WHAT TO DO. Look for the line that has "ctx.arc(u, v, r, i" in the material below; please repeat it and every line after it, exactly, up to and including the line that has "ctx.restore()", and nothing else.

____________

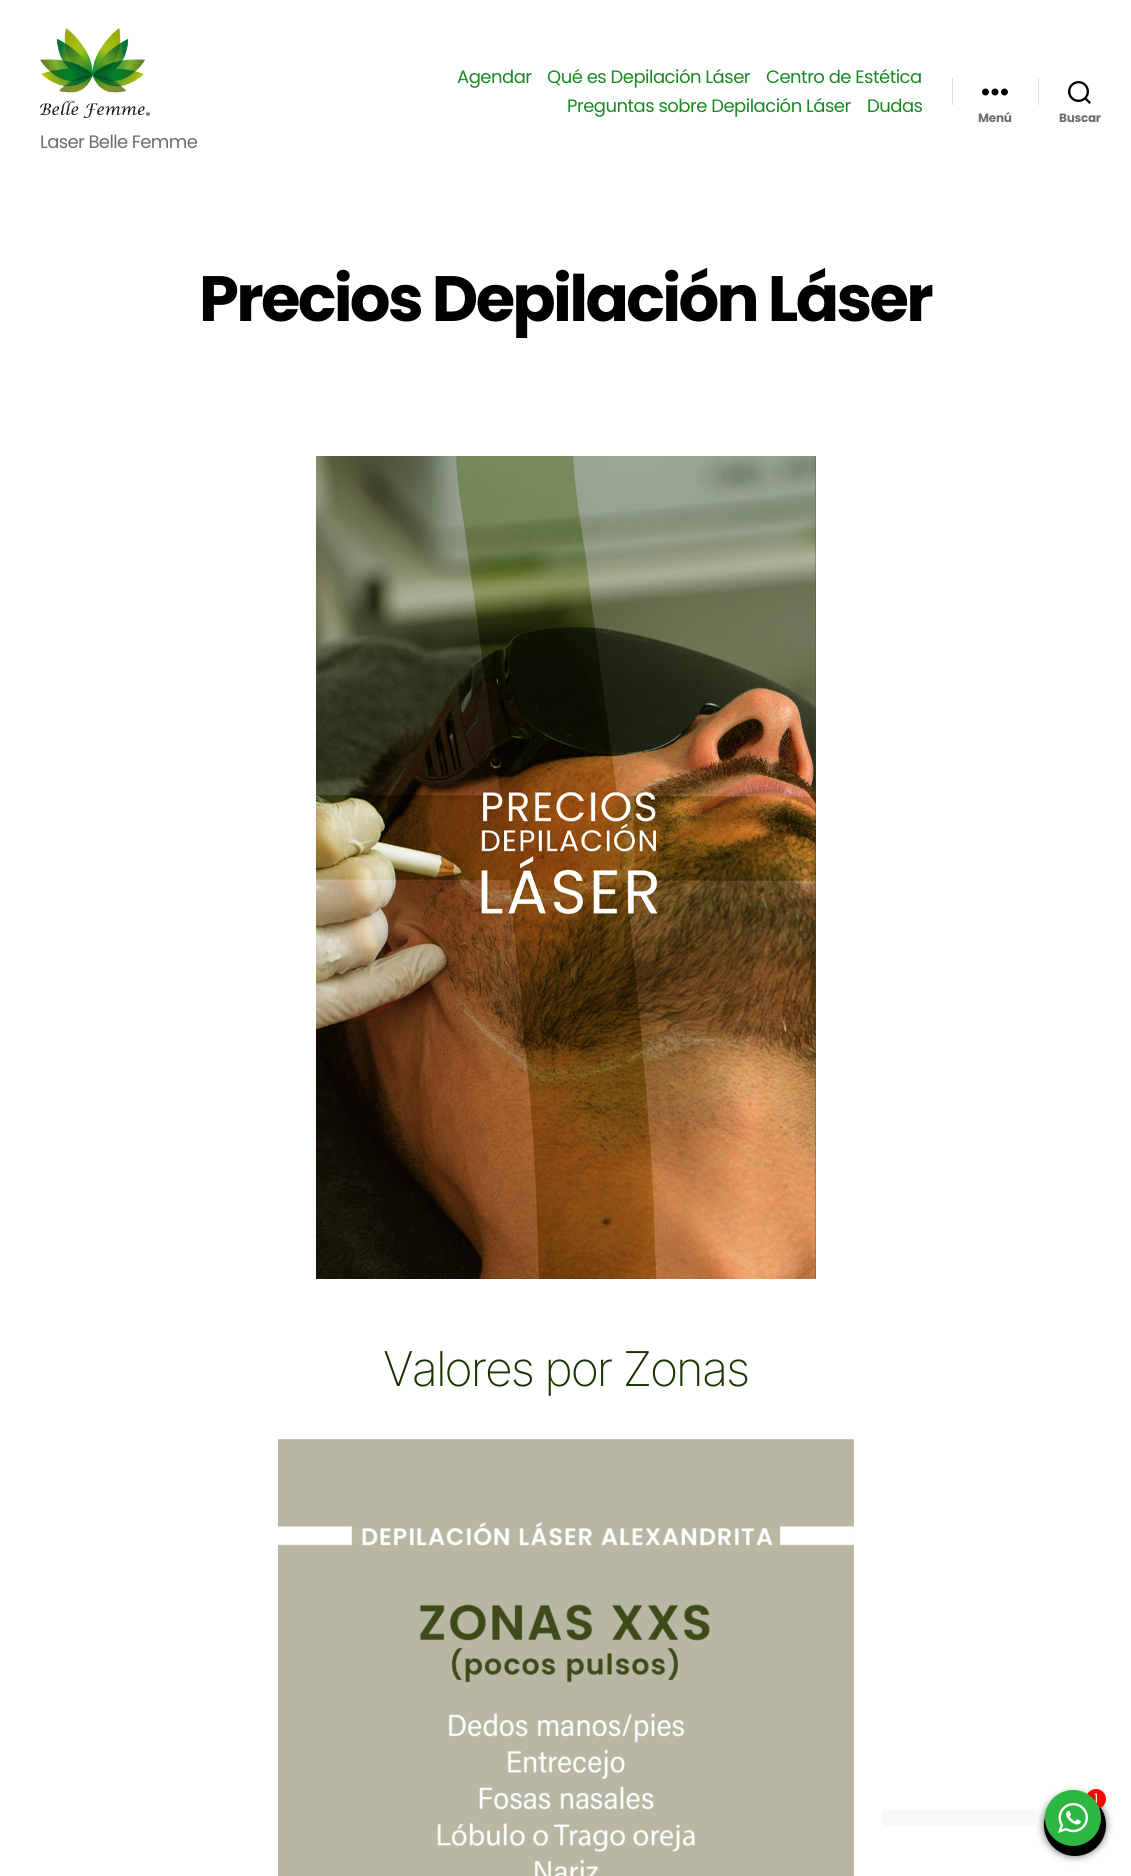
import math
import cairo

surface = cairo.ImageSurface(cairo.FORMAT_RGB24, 1131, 1876)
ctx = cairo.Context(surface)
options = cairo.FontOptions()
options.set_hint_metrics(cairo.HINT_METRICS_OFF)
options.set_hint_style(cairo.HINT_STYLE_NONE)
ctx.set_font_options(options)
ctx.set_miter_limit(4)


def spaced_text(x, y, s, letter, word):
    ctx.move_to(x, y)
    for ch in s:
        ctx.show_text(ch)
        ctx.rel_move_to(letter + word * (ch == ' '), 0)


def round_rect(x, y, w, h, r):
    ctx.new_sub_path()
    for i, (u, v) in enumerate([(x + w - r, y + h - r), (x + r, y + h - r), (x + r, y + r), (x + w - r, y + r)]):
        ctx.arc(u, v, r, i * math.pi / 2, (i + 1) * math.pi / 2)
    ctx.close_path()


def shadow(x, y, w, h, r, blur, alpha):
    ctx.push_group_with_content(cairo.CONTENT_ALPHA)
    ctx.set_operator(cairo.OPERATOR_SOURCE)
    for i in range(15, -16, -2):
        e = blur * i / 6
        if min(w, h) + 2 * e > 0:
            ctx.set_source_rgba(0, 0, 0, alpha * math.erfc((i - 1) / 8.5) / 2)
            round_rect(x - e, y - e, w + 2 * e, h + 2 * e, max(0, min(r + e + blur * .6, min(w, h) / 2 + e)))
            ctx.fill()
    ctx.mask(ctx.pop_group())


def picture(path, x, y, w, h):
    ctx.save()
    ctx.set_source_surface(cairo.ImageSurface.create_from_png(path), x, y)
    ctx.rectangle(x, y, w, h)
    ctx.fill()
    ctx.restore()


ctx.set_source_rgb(1, 1, 1)
ctx.paint()
ctx.select_font_face("Poppins")
ctx.set_font_size(18)
ctx.set_source_rgb(0.098, 0.537, 0.133)
spaced_text(457, 83, "Agendar", -0.5, 0)
spaced_text(547, 83, "Qué es Depilación Láser", -0.5, 0)
spaced_text(766, 83, "Centro de Estética", -0.5, 0)
spaced_text(567, 112, "Preguntas sobre Depilación Láser", -0.5, 0)
spaced_text(867, 112, "Dudas", -0.5, 0)
ctx.set_source_rgb(0.859, 0.859, 0.859)
ctx.rectangle(952, 78, 1, 27)
ctx.fill()
picture("img1.png", 982, 88, 26, 8)
ctx.select_font_face("Poppins", cairo.FONT_SLANT_NORMAL, cairo.FONT_WEIGHT_BOLD)
ctx.set_font_size(12)
ctx.set_source_rgb(0.427, 0.427, 0.427)
spaced_text(978, 122, "Menú", -0.25, 0)
ctx.set_source_rgb(0.859, 0.859, 0.859)
ctx.rectangle(1038, 78, 1, 27)
ctx.fill()
picture("img2.png", 1068, 81, 23, 23)
ctx.set_source_rgb(0.427, 0.427, 0.427)
spaced_text(1059, 122, "Buscar", -0.25, 0)
picture("img3.png", 40, 28, 110, 90)
ctx.select_font_face("Poppins")
ctx.set_font_size(18)
spaced_text(40, 148, "Laser Belle Femme", -0.6, 0)
ctx.select_font_face("Poppins", cairo.FONT_SLANT_NORMAL, cairo.FONT_WEIGHT_BOLD)
ctx.set_font_size(64)
ctx.set_source_rgb(0, 0, 0)
spaced_text(199, 321, "Precios Depilación Láser", -2.7, 0)
picture("img4.png", 316, 456, 500, 823)
ctx.select_font_face("Inter ExtraLight")
ctx.set_font_size(48)
ctx.set_source_rgb(0.102, 0.204, 0.004)
spaced_text(383, 1386, "Valores por Zonas", -2, 0)
picture("img5.png", 278, 1439, 576, 437)
ctx.set_source_rgb(0, 0, 0)
shadow(1047, 1797, 56, 56, 28, 5, 1)
ctx.set_source_rgb(0, 0, 0)
ctx.arc(1075, 1825, 31, 0, 2 * math.pi)
ctx.fill()
ctx.set_source_rgb(1, 0, 0)
ctx.arc(1096, 1799, 10, 0, 2 * math.pi)
ctx.fill()
ctx.set_source_rgb(0, 0, 0)
shadow(1043, 1794, 60, 60, 30, 4, 0.14)
ctx.set_source_rgb(0.961, 0.969, 0.976)
round_rect(882, 1810, 156, 16, 4)
ctx.fill()
ctx.select_font_face("Poppins")
ctx.set_font_size(13)
ctx.set_source_rgb(1, 1, 1)
spaced_text(1094, 1803, "1", -0.25, 0)
ctx.set_source_rgb(0.176, 0.718, 0.259)
ctx.new_path()
ctx.arc(1073, 1818, 28, 0, 2 * math.pi)
ctx.fill()
picture("img6.png", 1058, 1803, 30, 30)
surface.write_to_png("page.png")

____________

ANSWER TO THIS EXERCISE.
        ctx.arc(u, v, r, i * math.pi / 2, (i + 1) * math.pi / 2)
    ctx.close_path()


def shadow(x, y, w, h, r, blur, alpha):
    ctx.push_group_with_content(cairo.CONTENT_ALPHA)
    ctx.set_operator(cairo.OPERATOR_SOURCE)
    for i in range(15, -16, -2):
        e = blur * i / 6
        if min(w, h) + 2 * e > 0:
            ctx.set_source_rgba(0, 0, 0, alpha * math.erfc((i - 1) / 8.5) / 2)
            round_rect(x - e, y - e, w + 2 * e, h + 2 * e, max(0, min(r + e + blur * .6, min(w, h) / 2 + e)))
            ctx.fill()
    ctx.mask(ctx.pop_group())


def picture(path, x, y, w, h):
    ctx.save()
    ctx.set_source_surface(cairo.ImageSurface.create_from_png(path), x, y)
    ctx.rectangle(x, y, w, h)
    ctx.fill()
    ctx.restore()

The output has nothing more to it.